Identify all lines below that hold "GARRONG" and collect them.

-- RECORDS SHOWN follows --

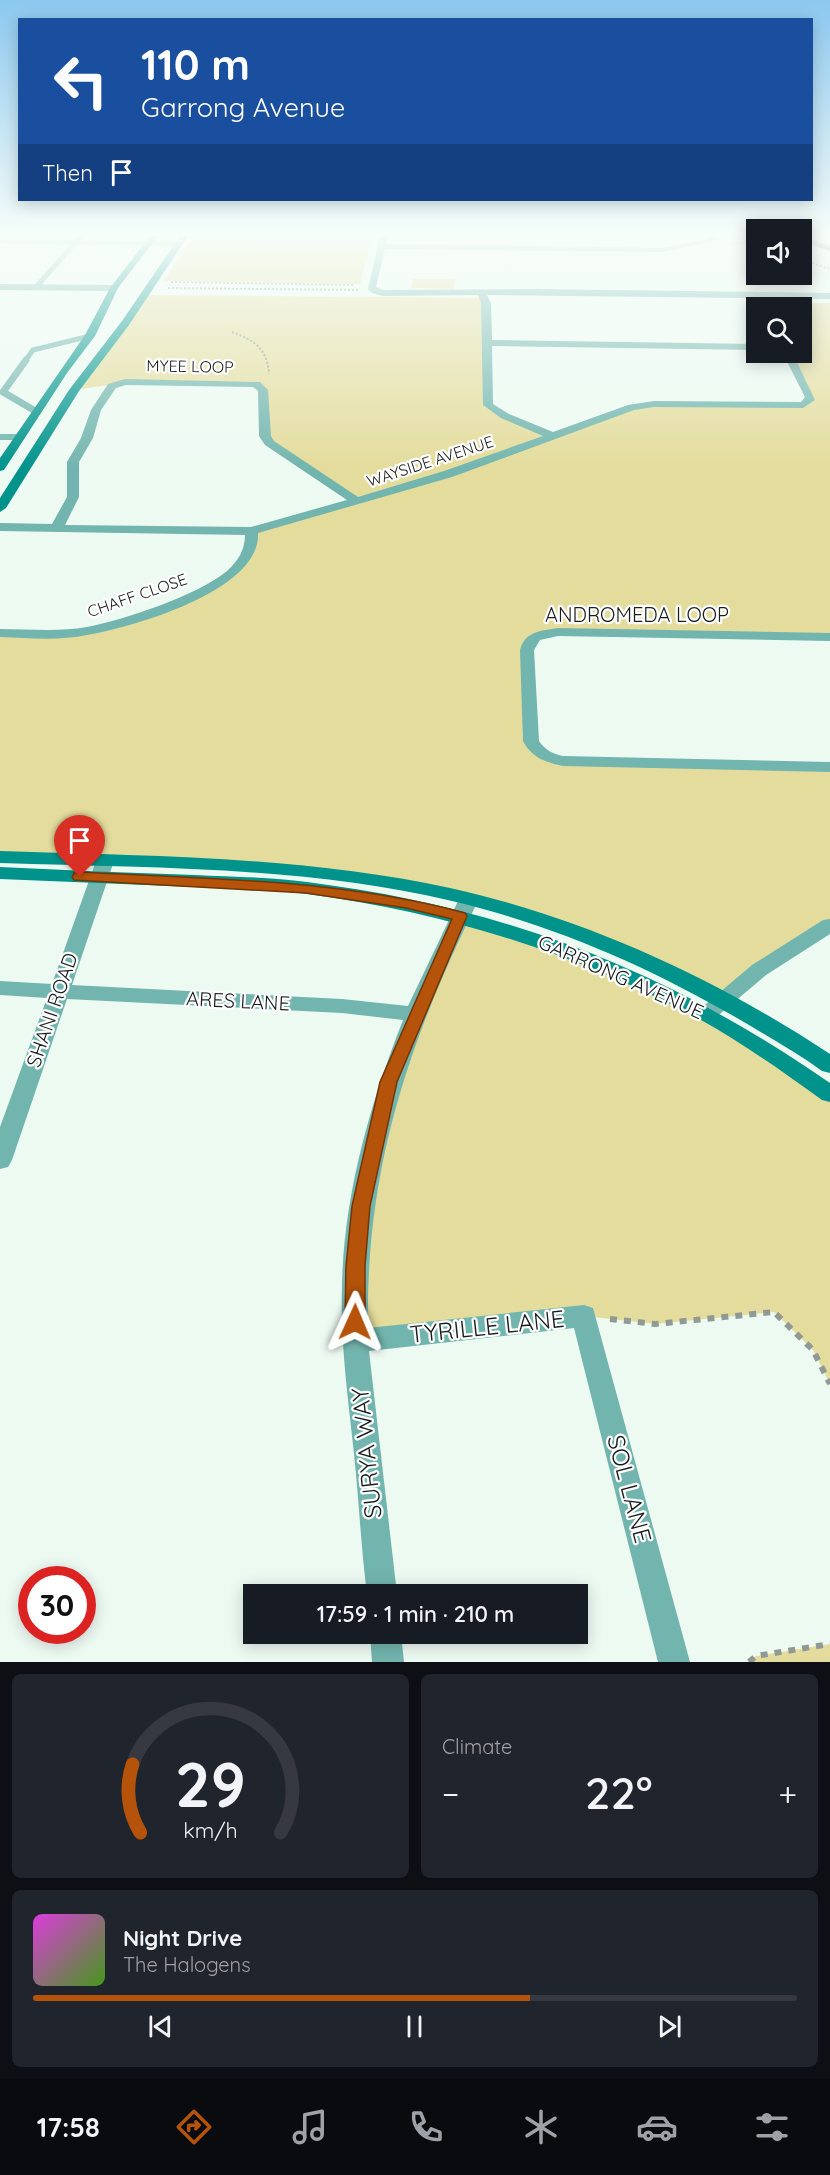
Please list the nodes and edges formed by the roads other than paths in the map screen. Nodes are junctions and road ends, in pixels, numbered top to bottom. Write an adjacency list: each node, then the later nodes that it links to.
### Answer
1 (99, 314): 4 (street)
2 (131, 314): 14 (street)
3 (486, 314): 5 (street)
4 (90, 336): 8 (street); 8 (lane)
5 (486, 343): 6 (street); 9 (street)
6 (746, 347)
7 (793, 363): 9 (street, WAYSIDE AVENUE)
8 (37, 412): 11 (street)
9 (554, 436): 13 (street, WAYSIDE AVENUE)
10 (0, 437): 11 (street)
11 (20, 437): 12 (street)
12 (1, 464)
13 (358, 502): 16 (street, MYEE LOOP); 17 (street, WAYSIDE AVENUE)
14 (0, 508)
15 (0, 527): 16 (street, WAYSIDE AVENUE)
16 (57, 528): 17 (street, WAYSIDE AVENUE)
17 (251, 531): 18 (street, CHAFF CLOSE)
18 (0, 633)
19 (830, 637): 20 (street, ANDROMEDA LOOP)
20 (830, 767)
21 (0, 857): 22 (street, GARRONG AVENUE)
22 (102, 869): 23 (street, GARRONG AVENUE); 24 (street, GARRONG AVENUE); 27 (street, SHANI ROAD)
23 (0, 873)
24 (464, 908): 28 (street, GARRONG AVENUE); 29 (street, SURYA WAY); 30 (street, GARRONG AVENUE)
25 (827, 930): 28 (street)
26 (0, 988): 27 (street, ARES LANE)
27 (59, 989): 29 (street, ARES LANE); 33 (street, SHANI ROAD)
28 (724, 1000): 30 (street); 31 (street, GARRONG AVENUE)
29 (416, 1014): 35 (street, SURYA WAY)
30 (707, 1014): 32 (street, GARRONG AVENUE)
31 (830, 1065)
32 (830, 1094)
33 (0, 1160)
34 (584, 1316): 35 (street, TYRILLE LANE); 39 (street, SOL LANE)
35 (355, 1341): 36 (street, SURYA WAY)
36 (381, 1584)
37 (387, 1644): 38 (street)
38 (388, 1662)
39 (674, 1662)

-- RECORDS SHOWN concluded --

### RESPONSE TO THE TASK
21 (0, 857): 22 (street, GARRONG AVENUE)
22 (102, 869): 23 (street, GARRONG AVENUE); 24 (street, GARRONG AVENUE); 27 (street, SHANI ROAD)
24 (464, 908): 28 (street, GARRONG AVENUE); 29 (street, SURYA WAY); 30 (street, GARRONG AVENUE)
28 (724, 1000): 30 (street); 31 (street, GARRONG AVENUE)
30 (707, 1014): 32 (street, GARRONG AVENUE)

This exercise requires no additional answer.